Monday, December 28, 2009

I Never Saw Another Butterfly


I Never Saw Another Butterfly: Children's Drawings and Poems from Terezin Concentration Camp 1942-1944 is a compilation of poems and drawings by children who were imprisoned at the camp during World War II. Originally edited by Hana Volavkov, the second edition was expanded by the United States Holocaust Mermorial Museum. This newer edition also includes a foreword by Chiam Potok and an afterword by Slovak president Vaclav Havel.
According to Volavkov, approximately 15,00 children under the age of fifteen came to Terezin during the war years. Only approximately 100 of these children survived the war. Many of the children who lived in this prison, called a ghetto, spent part of their days creating art and poetry under the teaching of Friedl Dicker-Brandeis. Just like most of her students, Ms. Dicker-Brandeis died at Auschwitz.
The editor has matched the children's drawings with poems and diary entries to provide the reader with a rich experience of the lives of these children.

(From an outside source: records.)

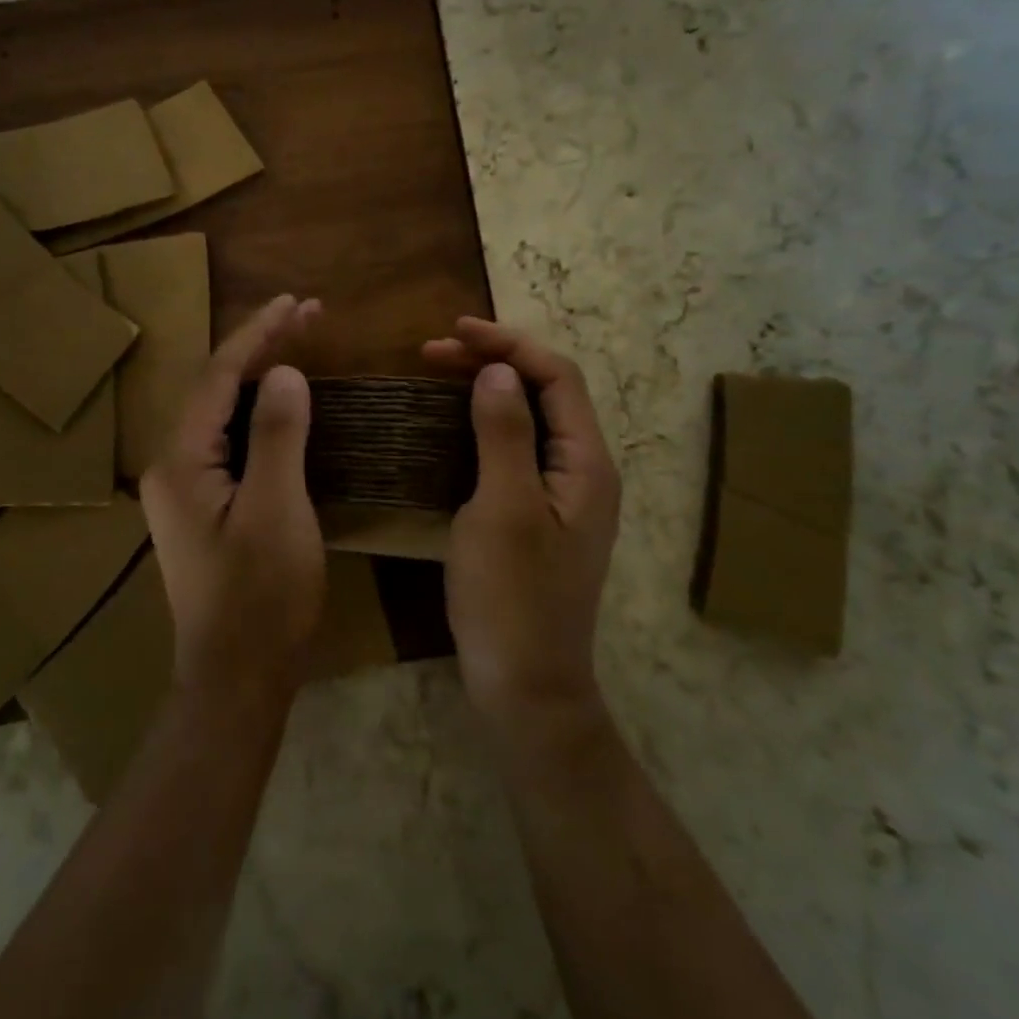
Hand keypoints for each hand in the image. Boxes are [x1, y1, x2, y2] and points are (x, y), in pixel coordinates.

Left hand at [141, 295, 325, 704]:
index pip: (219, 376)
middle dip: (261, 346)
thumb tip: (286, 372)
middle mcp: (171, 465)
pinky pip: (229, 439)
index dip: (259, 334)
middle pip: (216, 387)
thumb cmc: (261, 597)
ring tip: (300, 341)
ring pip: (222, 412)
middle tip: (308, 313)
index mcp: (181, 460)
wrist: (237, 678)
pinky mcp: (203, 506)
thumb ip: (277, 435)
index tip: (297, 303)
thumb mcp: (278, 510)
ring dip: (260, 374)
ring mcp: (184, 488)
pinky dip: (258, 410)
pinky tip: (282, 402)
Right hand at [424, 318, 620, 729]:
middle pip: (545, 393)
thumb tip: (497, 371)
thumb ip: (503, 434)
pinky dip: (483, 426)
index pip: (557, 376)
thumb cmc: (513, 599)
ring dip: (486, 391)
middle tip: (431, 352)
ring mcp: (563, 496)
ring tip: (437, 375)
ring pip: (528, 420)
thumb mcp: (503, 509)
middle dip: (493, 362)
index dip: (508, 345)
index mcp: (587, 463)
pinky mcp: (540, 516)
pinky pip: (515, 451)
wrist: (526, 687)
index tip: (454, 331)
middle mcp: (584, 471)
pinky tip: (450, 428)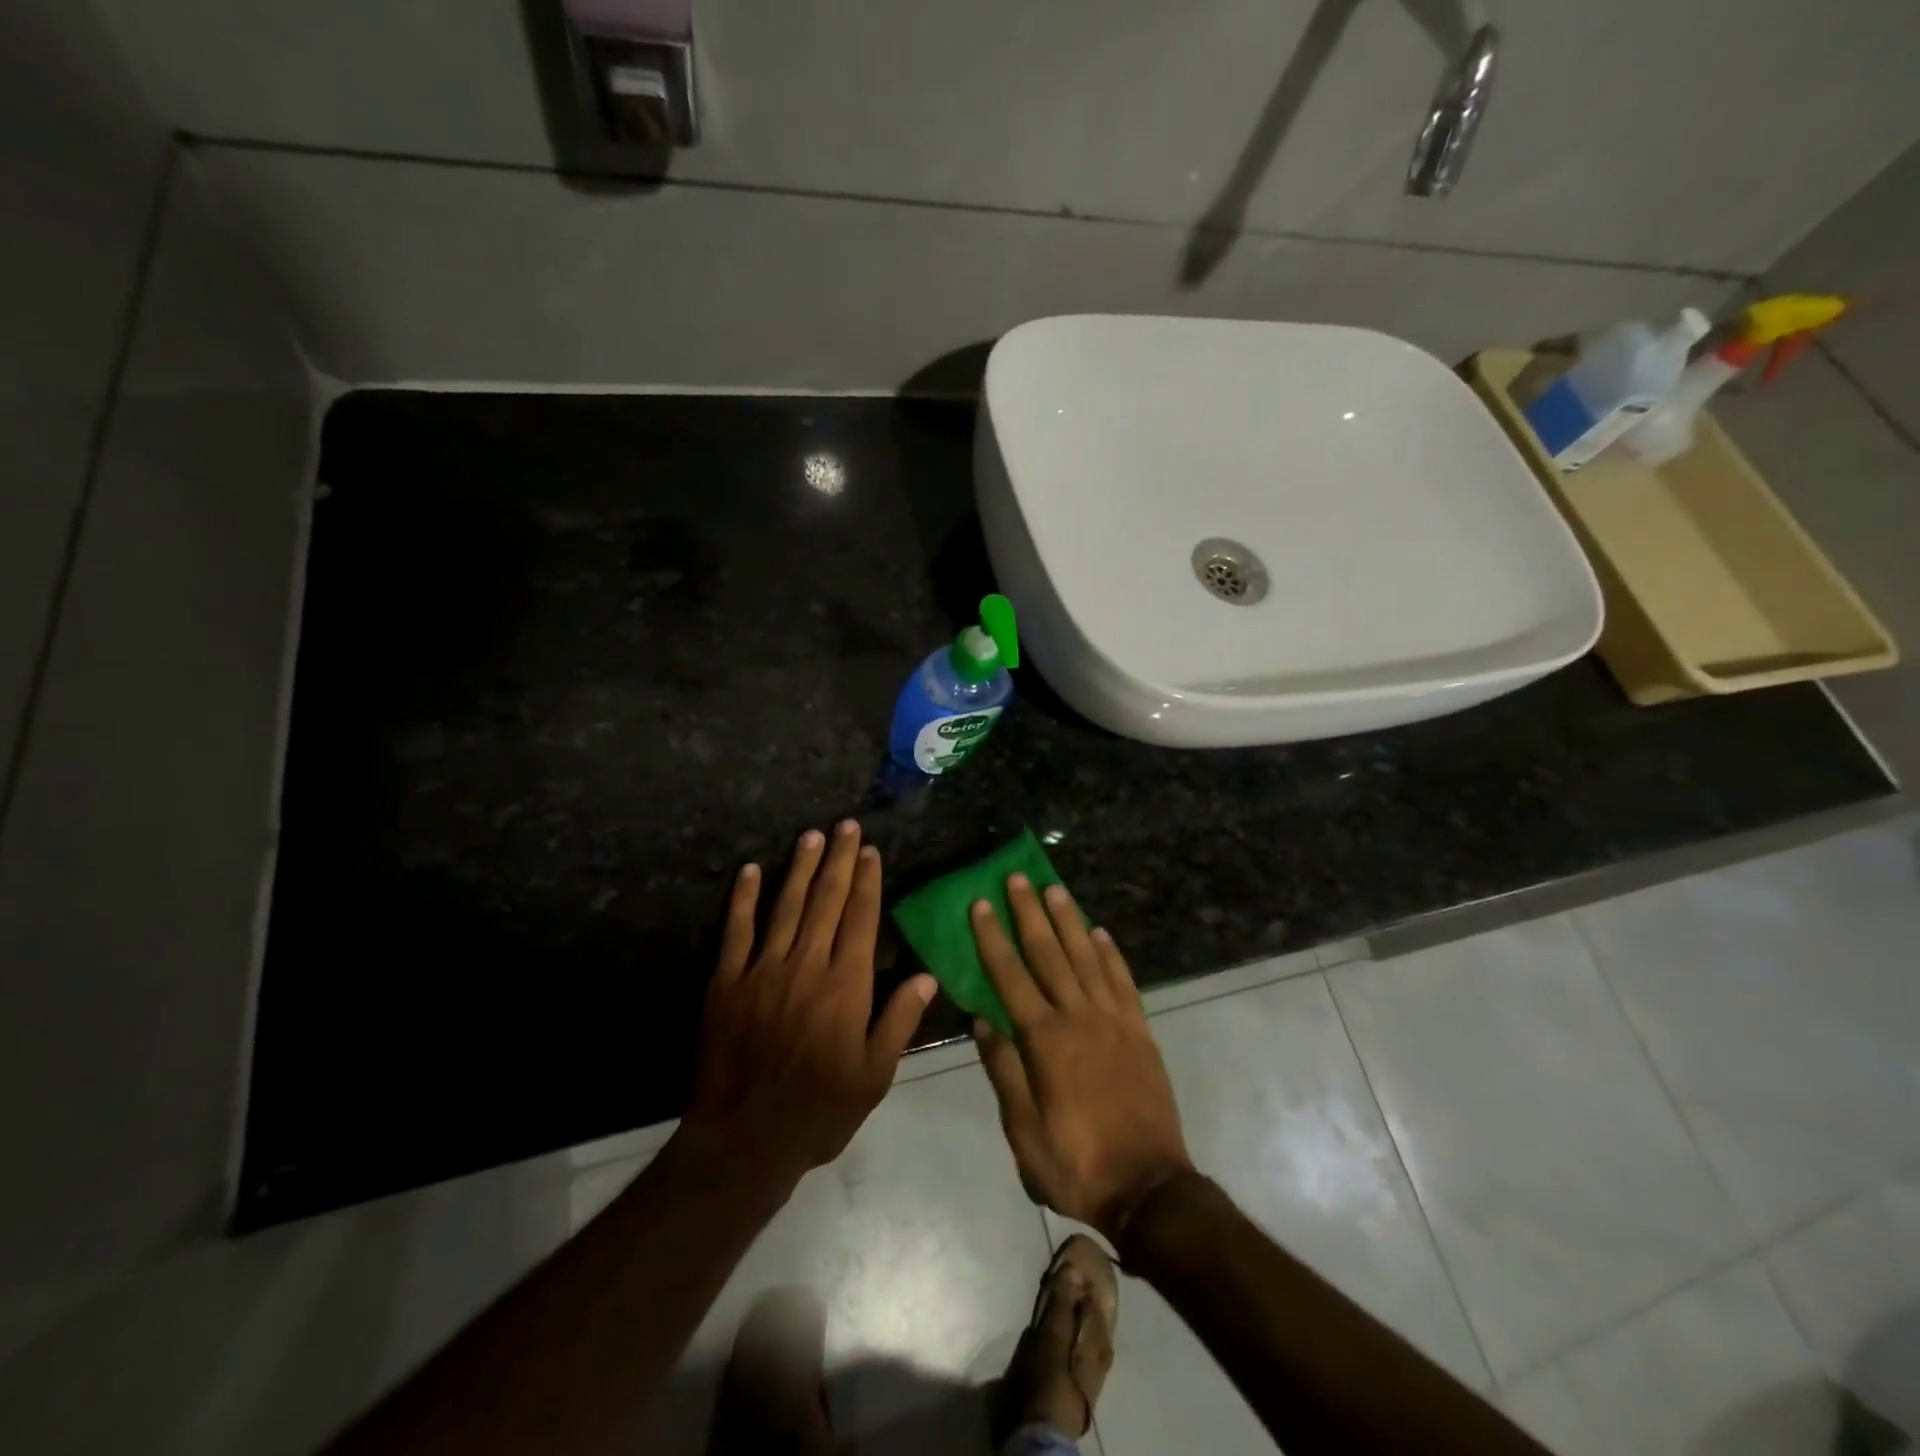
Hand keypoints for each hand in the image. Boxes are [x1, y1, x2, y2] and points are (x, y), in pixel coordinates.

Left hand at [681, 820, 935, 1189]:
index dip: (868, 881)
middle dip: (839, 860)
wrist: (744, 1139)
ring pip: (786, 906)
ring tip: (812, 836)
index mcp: (846, 985)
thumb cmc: (819, 1110)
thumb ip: (899, 1021)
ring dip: (801, 868)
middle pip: (827, 901)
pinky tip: (751, 870)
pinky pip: (736, 930)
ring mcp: (763, 969)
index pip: (861, 919)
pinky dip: (744, 898)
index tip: (871, 851)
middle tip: (846, 826)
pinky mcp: (726, 981)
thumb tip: (927, 977)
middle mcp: (807, 965)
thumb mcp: (874, 1076)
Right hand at [970, 875, 1193, 1239]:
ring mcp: (1114, 1020)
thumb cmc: (1076, 1163)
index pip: (1010, 976)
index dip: (992, 938)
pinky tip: (1100, 933)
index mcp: (1044, 1040)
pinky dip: (1110, 953)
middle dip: (1029, 913)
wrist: (1149, 1188)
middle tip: (1017, 878)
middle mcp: (1078, 1017)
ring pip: (1086, 957)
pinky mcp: (1140, 1031)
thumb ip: (1004, 1070)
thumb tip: (983, 1020)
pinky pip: (1123, 981)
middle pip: (1049, 953)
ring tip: (1054, 889)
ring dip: (1069, 920)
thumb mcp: (1024, 1131)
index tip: (979, 905)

At the end of the book, the biography of each writer or artist is provided. For most of the children, the end came at Auschwitz - leaving only their work behind to tell their stories. Here is the title poem:
The Butterfly
The last, the very last,
So richly, brightly, dazzlingly yellow.
Perhgaps if the sun's tears would sing
against a white stone.
Such, such a yellow
Is carried lightly 'way up high.
It went away I'm sure because it wished to
kiss the world good-bye.
For seven weeks I've lived in here,
Penned up inside this ghetto.
But I have found what I love here.
The dandelions call to me
And the white chestnut branches in the court.
Only I never saw another butterfly.
That butterfly was the last one.
Butterflies don't live in here,
in the ghetto.
4.6.1942 Pavel Friedmann (p. 39)

Here is a link to a lesson plan which can be used with the reading of these poems and provides information for the Houston Holocaust Museum Butterfly Project. It is also possible for students to visit the Terezin Memorial Mueum for a virtual tour.

TITLE: I Never Saw Another Butterfly: Children's Drawings and Poems from Terezin Concentration Camp 1942-1944
AUTHOR: Hana Volavkova, editor
COPYRIGHT: 1993
PAGES: 106
TYPE: non-fiction, Holocaust
RECOMMEND: I think each person can read each poem and get a different picture of the lives of these children and gain a high appreciation for the artist who dedicated herself to children who needed an outlet of expression.

Friday, December 11, 2009

I Have Lived A Thousand Years: Growing Up In The Holocaust

I Have Lived a Thousand Years: Growing up in the Holocaust by Livia Bitton-Jackson is her personal narrative of her life during the Holocaust. In the summer of 1943, Elli was thirteen years old and lived with her family in a small farming town near Budapest. The Jewish population was ordered to stop attending school or going about their daily business - they were to wear the yellow star. Finally in April 1944, Elli and her family were sent first to a ghetto and then to Auschwitz. After an awful time in the death camp, Elli and her mother were sent to Augsburg as part of a work force. Although the experience in Augsburg was better than the death camp, it was short and Elli and her mother were transported to Dachau where they were reunited with Elli's brother Bubi. Finally the family was liberated from cattle cars by the Americans on April 30, 1945. The soldier who spoke with Elli thought she was sixty-two years old when she was only fourteen. Elli writes, I am fourteen years old, and I have lived a thousand years. (p. 205) In 1951, the family immigrated to America.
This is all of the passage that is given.